→ **Task item**: Keep every line of the data below that has the string "Post" and present those lines.

---- Entries provided

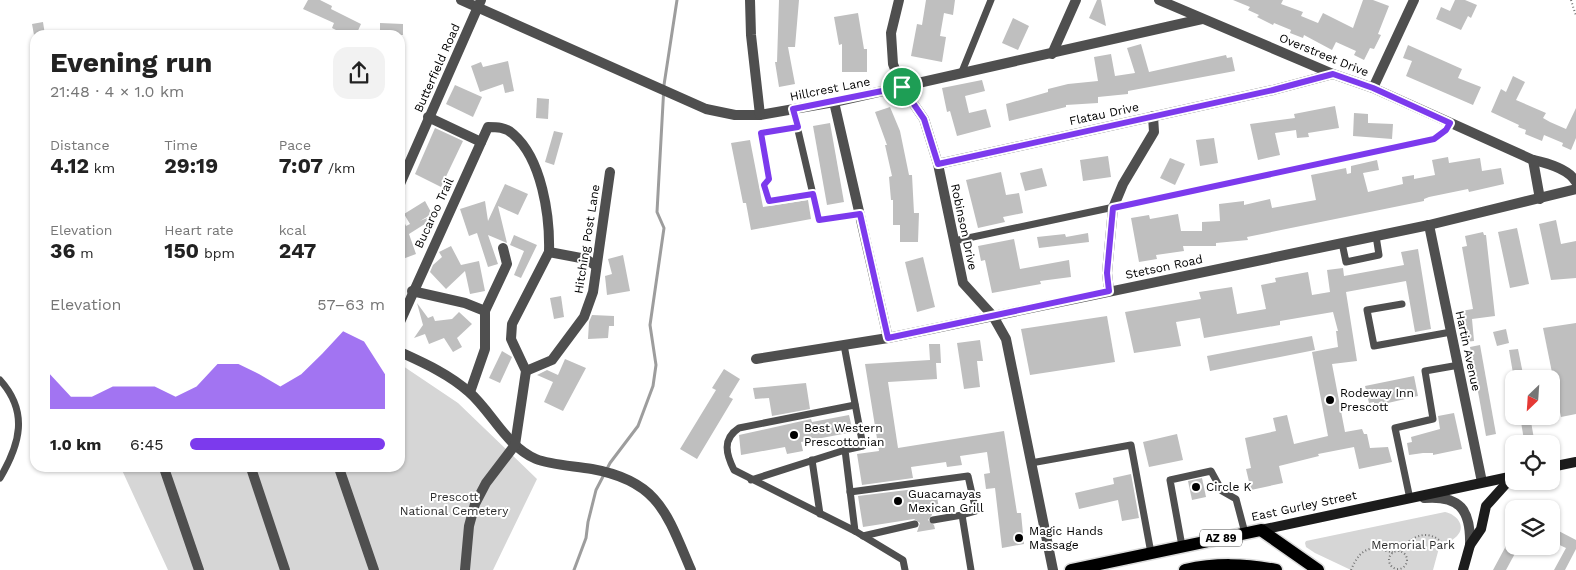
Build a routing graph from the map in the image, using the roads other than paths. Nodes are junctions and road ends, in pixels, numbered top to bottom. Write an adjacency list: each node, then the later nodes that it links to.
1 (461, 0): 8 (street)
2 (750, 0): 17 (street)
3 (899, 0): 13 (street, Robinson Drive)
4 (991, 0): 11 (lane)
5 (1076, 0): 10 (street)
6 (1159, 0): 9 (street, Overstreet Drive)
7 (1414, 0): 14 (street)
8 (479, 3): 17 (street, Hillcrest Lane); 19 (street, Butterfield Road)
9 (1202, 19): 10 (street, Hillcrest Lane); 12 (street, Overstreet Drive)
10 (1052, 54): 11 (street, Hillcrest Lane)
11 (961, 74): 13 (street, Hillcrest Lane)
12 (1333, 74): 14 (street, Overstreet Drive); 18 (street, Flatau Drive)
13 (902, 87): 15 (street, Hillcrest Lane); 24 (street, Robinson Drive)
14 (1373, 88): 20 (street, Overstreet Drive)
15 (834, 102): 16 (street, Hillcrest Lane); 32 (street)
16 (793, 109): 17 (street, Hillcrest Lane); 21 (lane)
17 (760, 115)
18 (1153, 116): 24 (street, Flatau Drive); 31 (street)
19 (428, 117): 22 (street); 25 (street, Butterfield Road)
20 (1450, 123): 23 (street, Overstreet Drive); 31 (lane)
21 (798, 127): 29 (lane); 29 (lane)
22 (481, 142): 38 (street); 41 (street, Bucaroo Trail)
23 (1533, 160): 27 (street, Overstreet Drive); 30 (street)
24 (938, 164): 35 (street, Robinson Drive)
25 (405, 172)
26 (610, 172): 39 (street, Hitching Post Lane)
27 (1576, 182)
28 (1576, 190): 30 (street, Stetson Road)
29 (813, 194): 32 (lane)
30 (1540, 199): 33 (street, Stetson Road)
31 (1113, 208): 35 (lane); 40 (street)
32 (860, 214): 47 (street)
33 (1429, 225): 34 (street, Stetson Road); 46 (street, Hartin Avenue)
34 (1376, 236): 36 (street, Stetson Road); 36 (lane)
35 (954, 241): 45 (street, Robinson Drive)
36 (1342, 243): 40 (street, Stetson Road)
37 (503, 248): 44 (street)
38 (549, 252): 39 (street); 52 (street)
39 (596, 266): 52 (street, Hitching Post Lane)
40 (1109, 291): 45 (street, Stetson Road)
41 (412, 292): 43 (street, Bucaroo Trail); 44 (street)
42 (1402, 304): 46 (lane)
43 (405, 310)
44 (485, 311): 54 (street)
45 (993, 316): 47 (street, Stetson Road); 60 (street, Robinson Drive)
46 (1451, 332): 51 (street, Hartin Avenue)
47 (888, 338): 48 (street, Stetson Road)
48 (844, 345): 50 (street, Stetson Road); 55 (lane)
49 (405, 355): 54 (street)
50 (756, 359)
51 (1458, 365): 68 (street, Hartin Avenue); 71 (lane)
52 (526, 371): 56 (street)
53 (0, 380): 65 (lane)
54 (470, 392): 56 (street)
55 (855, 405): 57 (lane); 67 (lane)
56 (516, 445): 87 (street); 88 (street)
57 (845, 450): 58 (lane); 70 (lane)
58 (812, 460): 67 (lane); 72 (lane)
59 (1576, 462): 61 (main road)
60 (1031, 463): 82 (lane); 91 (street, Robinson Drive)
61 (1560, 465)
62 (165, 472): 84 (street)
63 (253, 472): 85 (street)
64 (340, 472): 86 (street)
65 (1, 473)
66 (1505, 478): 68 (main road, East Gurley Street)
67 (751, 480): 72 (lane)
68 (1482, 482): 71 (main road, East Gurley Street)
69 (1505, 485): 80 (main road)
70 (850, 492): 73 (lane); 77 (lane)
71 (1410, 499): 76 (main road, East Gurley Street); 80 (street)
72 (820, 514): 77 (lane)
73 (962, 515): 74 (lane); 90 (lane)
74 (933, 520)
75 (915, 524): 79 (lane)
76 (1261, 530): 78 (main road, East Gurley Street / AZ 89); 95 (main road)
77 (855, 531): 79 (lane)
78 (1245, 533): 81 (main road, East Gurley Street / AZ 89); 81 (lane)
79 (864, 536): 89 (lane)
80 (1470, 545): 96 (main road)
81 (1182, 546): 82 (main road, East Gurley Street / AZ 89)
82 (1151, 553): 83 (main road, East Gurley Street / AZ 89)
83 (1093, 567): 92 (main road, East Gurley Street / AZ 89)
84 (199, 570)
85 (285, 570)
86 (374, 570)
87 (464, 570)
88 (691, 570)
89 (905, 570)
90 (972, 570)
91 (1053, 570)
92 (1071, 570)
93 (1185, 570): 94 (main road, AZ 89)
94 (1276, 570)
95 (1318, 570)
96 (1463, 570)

--------

→ **Task answer**:
26 (610, 172): 39 (street, Hitching Post Lane)
39 (596, 266): 52 (street, Hitching Post Lane)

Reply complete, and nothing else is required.